Transcribe all the lines below exactly. Omit the pictures.

Start of Block

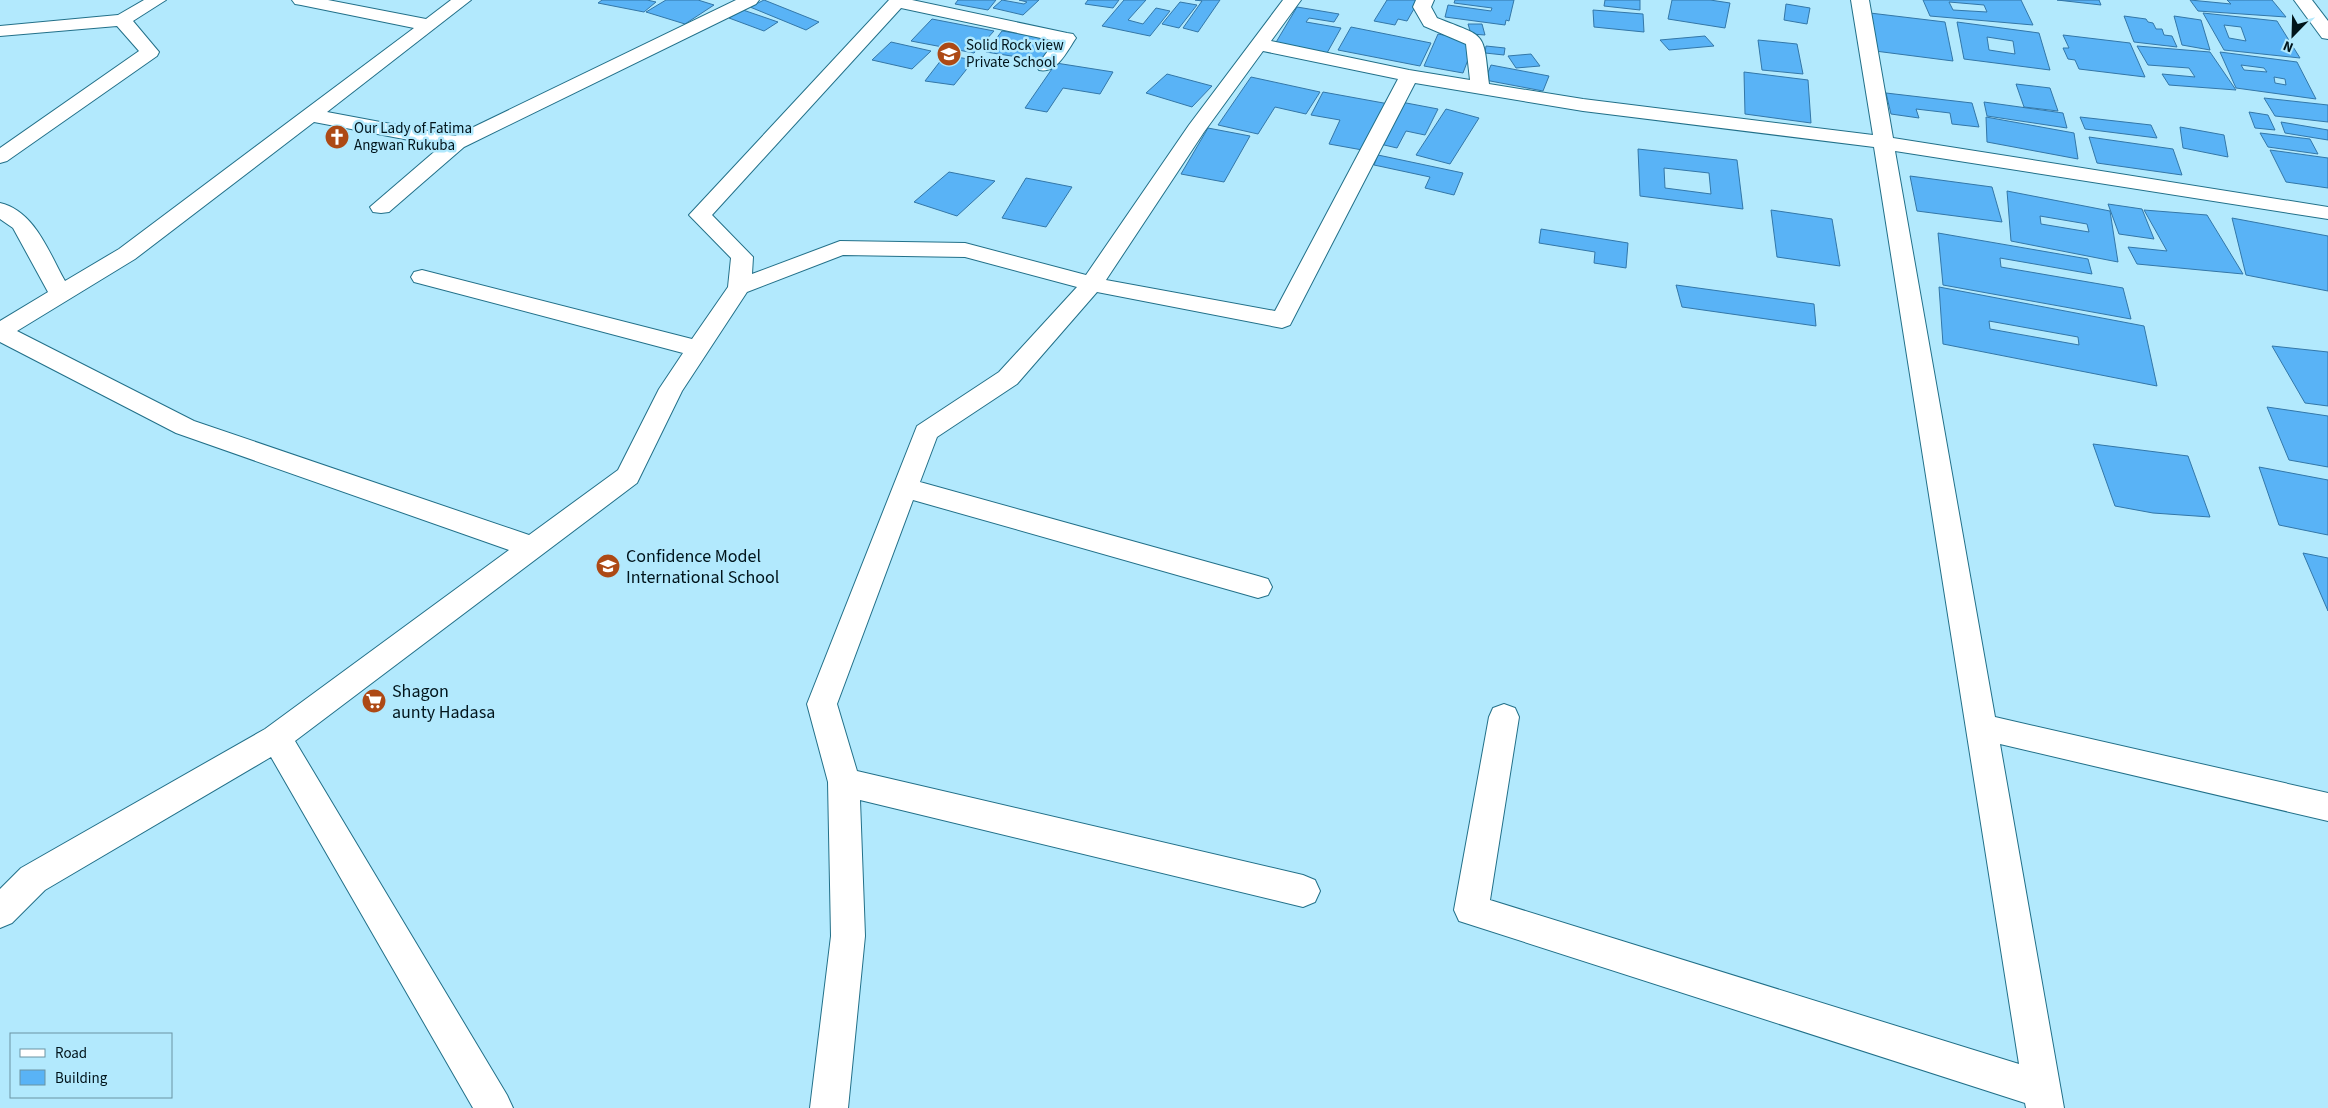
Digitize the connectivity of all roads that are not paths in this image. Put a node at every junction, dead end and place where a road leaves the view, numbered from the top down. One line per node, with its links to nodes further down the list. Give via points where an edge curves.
1 (158, 0): 10 (street)
2 (301, 0): 11 (street)
3 (462, 0): 11 (street)
4 (750, 0): 19 (street)
5 (1292, 0): 14 (street)
6 (1425, 0): 17 (street, via 1422,7 1430,22 1471,38 1475,44)
7 (1860, 0): 20 (street)
8 (2304, 0): 13 (street)
9 (897, 1): 15 (street, via 1067,38); 27 (street, via 700,215 742,257)
10 (122, 20): 12 (street); 21 (street, via 150,52)
11 (429, 24): 18 (street)
12 (0, 31)
13 (2328, 34)
14 (1261, 44): 16 (street); 26 (street, via 1196,129)
15 (1046, 66)
16 (1409, 76): 17 (street); 26 (street, via 1282,320)
17 (1480, 87): 20 (street, via 1584,105)
18 (311, 115): 19 (street); 28 (street, via 127,254)
19 (457, 143): 22 (street)
20 (1884, 143): 24 (street); 35 (street)
21 (0, 158)
22 (381, 207)
23 (0, 209): 28 (street, via 22,224)
24 (2328, 213)
25 (422, 277): 30 (street)
26 (1092, 284): 27 (street, via 965,250 840,248); 31 (street, via 1008,378 926,432)
27 (739, 287): 30 (street)
28 (61, 294): 29 (street)
29 (0, 332): 32 (street, via 185,427)
30 (699, 349): 32 (street, via 671,389 628,476)
31 (905, 488): 33 (street); 37 (street, via 822,704)
32 (532, 547): 36 (street)
33 (1258, 587)
34 (1504, 717): 41 (street, via 1471,910)
35 (1981, 727): 38 (street); 41 (street)
36 (276, 738): 40 (street, via 33,879); 42 (street)
37 (844, 782): 39 (street); 43 (street, via 848,936)
38 (2328, 807)
39 (1303, 892)
40 (0, 912)
41 (2043, 1098)
42 (494, 1108)
43 (829, 1108)

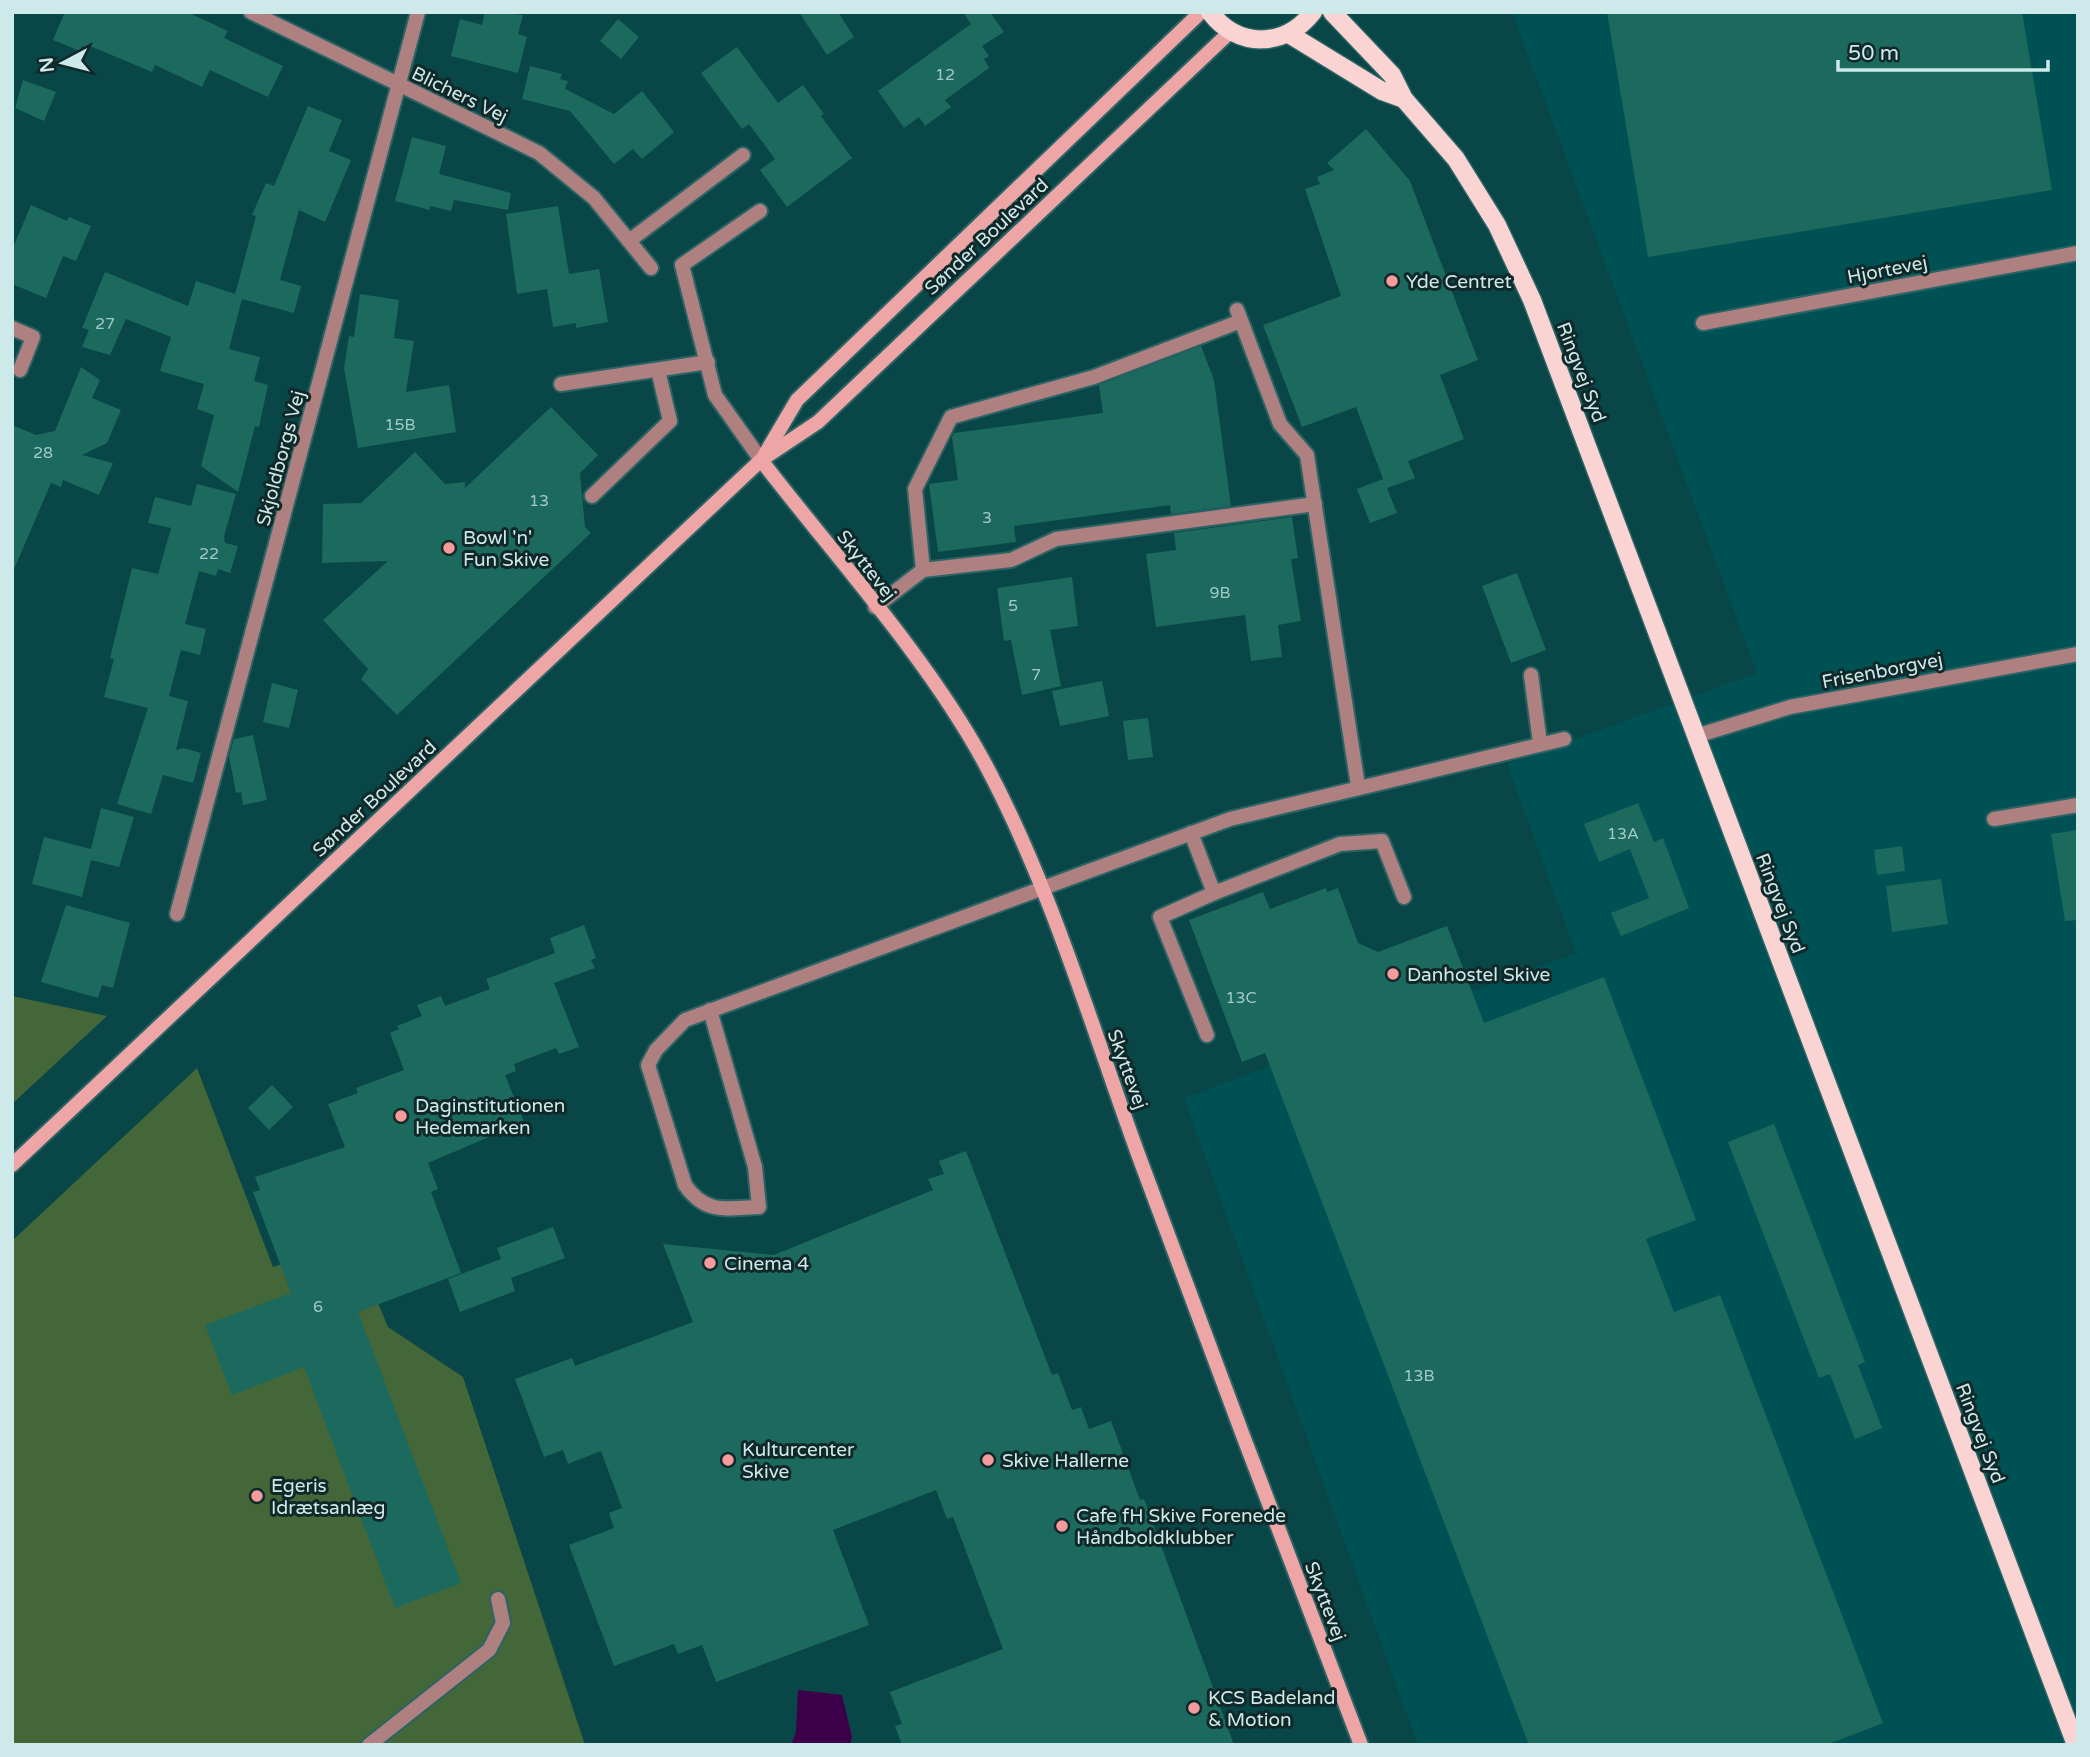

End of Block

> **RESPONSE TO THE TASK**:
Digitize the connectivity of all roads that are not paths in this image. Put a node at every junction, dead end and place where a road leaves the view, numbered from the top down. One line per node, with its links to nodes further down the list. Give via points where an edge curves.
1 (158, 0): 10 (street)
2 (301, 0): 11 (street)
3 (462, 0): 11 (street)
4 (750, 0): 19 (street)
5 (1292, 0): 14 (street)
6 (1425, 0): 17 (street, via 1422,7 1430,22 1471,38 1475,44)
7 (1860, 0): 20 (street)
8 (2304, 0): 13 (street)
9 (897, 1): 15 (street, via 1067,38); 27 (street, via 700,215 742,257)
10 (122, 20): 12 (street); 21 (street, via 150,52)
11 (429, 24): 18 (street)
12 (0, 31)
13 (2328, 34)
14 (1261, 44): 16 (street); 26 (street, via 1196,129)
15 (1046, 66)
16 (1409, 76): 17 (street); 26 (street, via 1282,320)
17 (1480, 87): 20 (street, via 1584,105)
18 (311, 115): 19 (street); 28 (street, via 127,254)
19 (457, 143): 22 (street)
20 (1884, 143): 24 (street); 35 (street)
21 (0, 158)
22 (381, 207)
23 (0, 209): 28 (street, via 22,224)
24 (2328, 213)
25 (422, 277): 30 (street)
26 (1092, 284): 27 (street, via 965,250 840,248); 31 (street, via 1008,378 926,432)
27 (739, 287): 30 (street)
28 (61, 294): 29 (street)
29 (0, 332): 32 (street, via 185,427)
30 (699, 349): 32 (street, via 671,389 628,476)
31 (905, 488): 33 (street); 37 (street, via 822,704)
32 (532, 547): 36 (street)
33 (1258, 587)
34 (1504, 717): 41 (street, via 1471,910)
35 (1981, 727): 38 (street); 41 (street)
36 (276, 738): 40 (street, via 33,879); 42 (street)
37 (844, 782): 39 (street); 43 (street, via 848,936)
38 (2328, 807)
39 (1303, 892)
40 (0, 912)
41 (2043, 1098)
42 (494, 1108)
43 (829, 1108)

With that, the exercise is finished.